● TASK PROMPT:
Count, in the data that follows, every line with the string "highway", and give that count as the whole reply.

**********

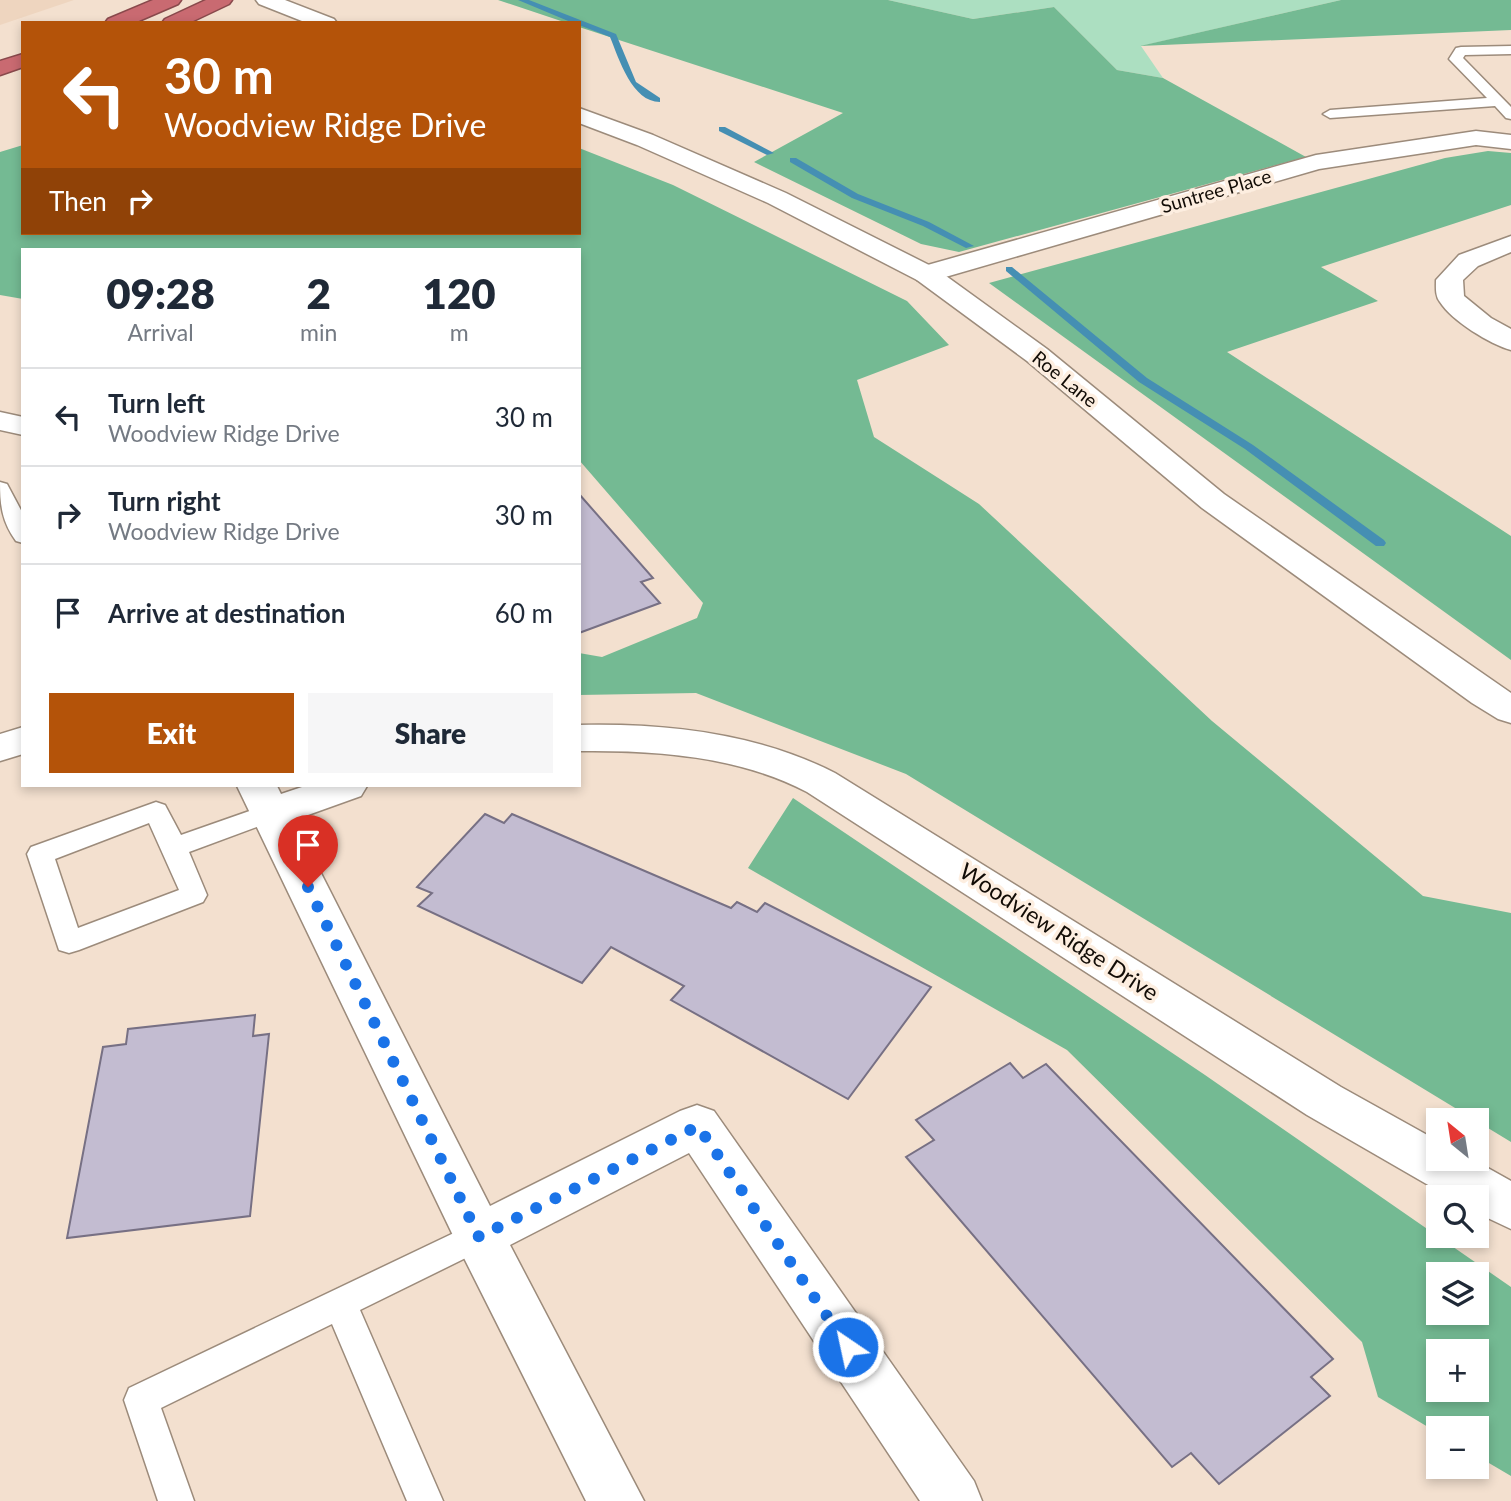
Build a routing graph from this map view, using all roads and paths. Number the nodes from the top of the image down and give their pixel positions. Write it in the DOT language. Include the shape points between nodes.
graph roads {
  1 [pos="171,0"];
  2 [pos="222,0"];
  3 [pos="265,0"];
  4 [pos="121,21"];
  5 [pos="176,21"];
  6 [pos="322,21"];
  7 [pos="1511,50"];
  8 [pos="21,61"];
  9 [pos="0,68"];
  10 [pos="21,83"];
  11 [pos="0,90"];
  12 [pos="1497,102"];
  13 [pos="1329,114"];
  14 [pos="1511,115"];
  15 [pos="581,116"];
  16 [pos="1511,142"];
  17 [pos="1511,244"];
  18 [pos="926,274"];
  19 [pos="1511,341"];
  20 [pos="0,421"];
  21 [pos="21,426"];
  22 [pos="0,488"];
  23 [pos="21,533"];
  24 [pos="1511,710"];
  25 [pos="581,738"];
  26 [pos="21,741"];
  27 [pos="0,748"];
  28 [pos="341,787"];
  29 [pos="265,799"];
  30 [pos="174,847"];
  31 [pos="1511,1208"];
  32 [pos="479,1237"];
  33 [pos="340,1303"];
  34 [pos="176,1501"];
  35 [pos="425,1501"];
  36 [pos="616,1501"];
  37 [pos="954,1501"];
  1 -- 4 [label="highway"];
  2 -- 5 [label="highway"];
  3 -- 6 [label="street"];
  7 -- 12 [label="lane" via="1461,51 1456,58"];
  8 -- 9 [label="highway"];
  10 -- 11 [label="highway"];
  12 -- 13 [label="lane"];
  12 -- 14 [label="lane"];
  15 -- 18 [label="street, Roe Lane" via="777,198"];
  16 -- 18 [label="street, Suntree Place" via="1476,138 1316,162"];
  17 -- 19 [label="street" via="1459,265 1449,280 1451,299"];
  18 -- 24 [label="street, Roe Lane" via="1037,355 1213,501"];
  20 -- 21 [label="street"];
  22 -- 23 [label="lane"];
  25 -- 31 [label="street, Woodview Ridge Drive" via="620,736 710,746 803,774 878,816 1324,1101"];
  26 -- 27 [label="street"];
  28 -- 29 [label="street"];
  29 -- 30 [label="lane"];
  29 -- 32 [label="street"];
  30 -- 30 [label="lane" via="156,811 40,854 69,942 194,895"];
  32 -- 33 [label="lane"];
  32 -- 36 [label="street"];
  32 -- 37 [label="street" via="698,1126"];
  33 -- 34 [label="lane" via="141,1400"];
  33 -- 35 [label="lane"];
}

**********

● WRITTEN SOLUTION:
4